Set down each entry below exactly as it stands.
Dataset content START
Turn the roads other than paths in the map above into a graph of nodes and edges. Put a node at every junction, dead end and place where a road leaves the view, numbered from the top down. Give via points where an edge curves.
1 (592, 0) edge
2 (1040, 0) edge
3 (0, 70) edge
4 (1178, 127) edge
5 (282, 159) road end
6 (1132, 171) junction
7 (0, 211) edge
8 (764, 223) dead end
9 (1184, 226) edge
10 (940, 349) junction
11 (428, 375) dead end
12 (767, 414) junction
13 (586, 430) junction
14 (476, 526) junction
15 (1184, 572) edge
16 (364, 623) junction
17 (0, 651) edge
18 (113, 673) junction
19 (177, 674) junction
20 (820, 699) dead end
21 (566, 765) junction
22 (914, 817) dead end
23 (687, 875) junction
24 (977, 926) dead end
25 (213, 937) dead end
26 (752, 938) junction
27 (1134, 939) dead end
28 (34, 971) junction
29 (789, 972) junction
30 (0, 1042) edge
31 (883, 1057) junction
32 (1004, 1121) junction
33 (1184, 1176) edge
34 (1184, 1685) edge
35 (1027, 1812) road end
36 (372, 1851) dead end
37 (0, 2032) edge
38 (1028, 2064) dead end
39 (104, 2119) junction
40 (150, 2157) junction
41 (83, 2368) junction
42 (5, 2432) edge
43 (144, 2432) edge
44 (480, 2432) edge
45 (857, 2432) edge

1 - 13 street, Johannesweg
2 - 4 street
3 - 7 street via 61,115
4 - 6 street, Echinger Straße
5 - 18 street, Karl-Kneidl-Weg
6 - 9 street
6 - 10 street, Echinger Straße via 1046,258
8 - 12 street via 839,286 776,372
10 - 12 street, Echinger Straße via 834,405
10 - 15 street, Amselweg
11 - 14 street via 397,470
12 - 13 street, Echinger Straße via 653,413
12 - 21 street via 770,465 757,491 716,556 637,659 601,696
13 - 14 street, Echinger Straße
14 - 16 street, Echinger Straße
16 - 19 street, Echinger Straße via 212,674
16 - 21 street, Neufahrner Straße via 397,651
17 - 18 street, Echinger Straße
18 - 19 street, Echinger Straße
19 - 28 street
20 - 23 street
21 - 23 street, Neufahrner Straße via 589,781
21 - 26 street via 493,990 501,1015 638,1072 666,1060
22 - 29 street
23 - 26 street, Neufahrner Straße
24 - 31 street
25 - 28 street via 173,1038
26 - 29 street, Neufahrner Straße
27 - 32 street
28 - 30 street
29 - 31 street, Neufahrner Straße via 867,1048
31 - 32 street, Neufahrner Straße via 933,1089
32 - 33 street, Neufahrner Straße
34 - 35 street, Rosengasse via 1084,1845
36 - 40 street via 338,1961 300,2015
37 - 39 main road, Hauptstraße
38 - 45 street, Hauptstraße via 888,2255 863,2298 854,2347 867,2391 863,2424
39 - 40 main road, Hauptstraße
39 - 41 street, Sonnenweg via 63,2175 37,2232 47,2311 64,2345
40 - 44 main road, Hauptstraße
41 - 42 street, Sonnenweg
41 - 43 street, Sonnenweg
Dataset content END
(Task result)
Turn the roads other than paths in the map above into a graph of nodes and edges. Put a node at every junction, dead end and place where a road leaves the view, numbered from the top down. Give via points where an edge curves.
1 (592, 0) edge
2 (1040, 0) edge
3 (0, 70) edge
4 (1178, 127) edge
5 (282, 159) road end
6 (1132, 171) junction
7 (0, 211) edge
8 (764, 223) dead end
9 (1184, 226) edge
10 (940, 349) junction
11 (428, 375) dead end
12 (767, 414) junction
13 (586, 430) junction
14 (476, 526) junction
15 (1184, 572) edge
16 (364, 623) junction
17 (0, 651) edge
18 (113, 673) junction
19 (177, 674) junction
20 (820, 699) dead end
21 (566, 765) junction
22 (914, 817) dead end
23 (687, 875) junction
24 (977, 926) dead end
25 (213, 937) dead end
26 (752, 938) junction
27 (1134, 939) dead end
28 (34, 971) junction
29 (789, 972) junction
30 (0, 1042) edge
31 (883, 1057) junction
32 (1004, 1121) junction
33 (1184, 1176) edge
34 (1184, 1685) edge
35 (1027, 1812) road end
36 (372, 1851) dead end
37 (0, 2032) edge
38 (1028, 2064) dead end
39 (104, 2119) junction
40 (150, 2157) junction
41 (83, 2368) junction
42 (5, 2432) edge
43 (144, 2432) edge
44 (480, 2432) edge
45 (857, 2432) edge

1 - 13 street, Johannesweg
2 - 4 street
3 - 7 street via 61,115
4 - 6 street, Echinger Straße
5 - 18 street, Karl-Kneidl-Weg
6 - 9 street
6 - 10 street, Echinger Straße via 1046,258
8 - 12 street via 839,286 776,372
10 - 12 street, Echinger Straße via 834,405
10 - 15 street, Amselweg
11 - 14 street via 397,470
12 - 13 street, Echinger Straße via 653,413
12 - 21 street via 770,465 757,491 716,556 637,659 601,696
13 - 14 street, Echinger Straße
14 - 16 street, Echinger Straße
16 - 19 street, Echinger Straße via 212,674
16 - 21 street, Neufahrner Straße via 397,651
17 - 18 street, Echinger Straße
18 - 19 street, Echinger Straße
19 - 28 street
20 - 23 street
21 - 23 street, Neufahrner Straße via 589,781
21 - 26 street via 493,990 501,1015 638,1072 666,1060
22 - 29 street
23 - 26 street, Neufahrner Straße
24 - 31 street
25 - 28 street via 173,1038
26 - 29 street, Neufahrner Straße
27 - 32 street
28 - 30 street
29 - 31 street, Neufahrner Straße via 867,1048
31 - 32 street, Neufahrner Straße via 933,1089
32 - 33 street, Neufahrner Straße
34 - 35 street, Rosengasse via 1084,1845
36 - 40 street via 338,1961 300,2015
37 - 39 main road, Hauptstraße
38 - 45 street, Hauptstraße via 888,2255 863,2298 854,2347 867,2391 863,2424
39 - 40 main road, Hauptstraße
39 - 41 street, Sonnenweg via 63,2175 37,2232 47,2311 64,2345
40 - 44 main road, Hauptstraße
41 - 42 street, Sonnenweg
41 - 43 street, Sonnenweg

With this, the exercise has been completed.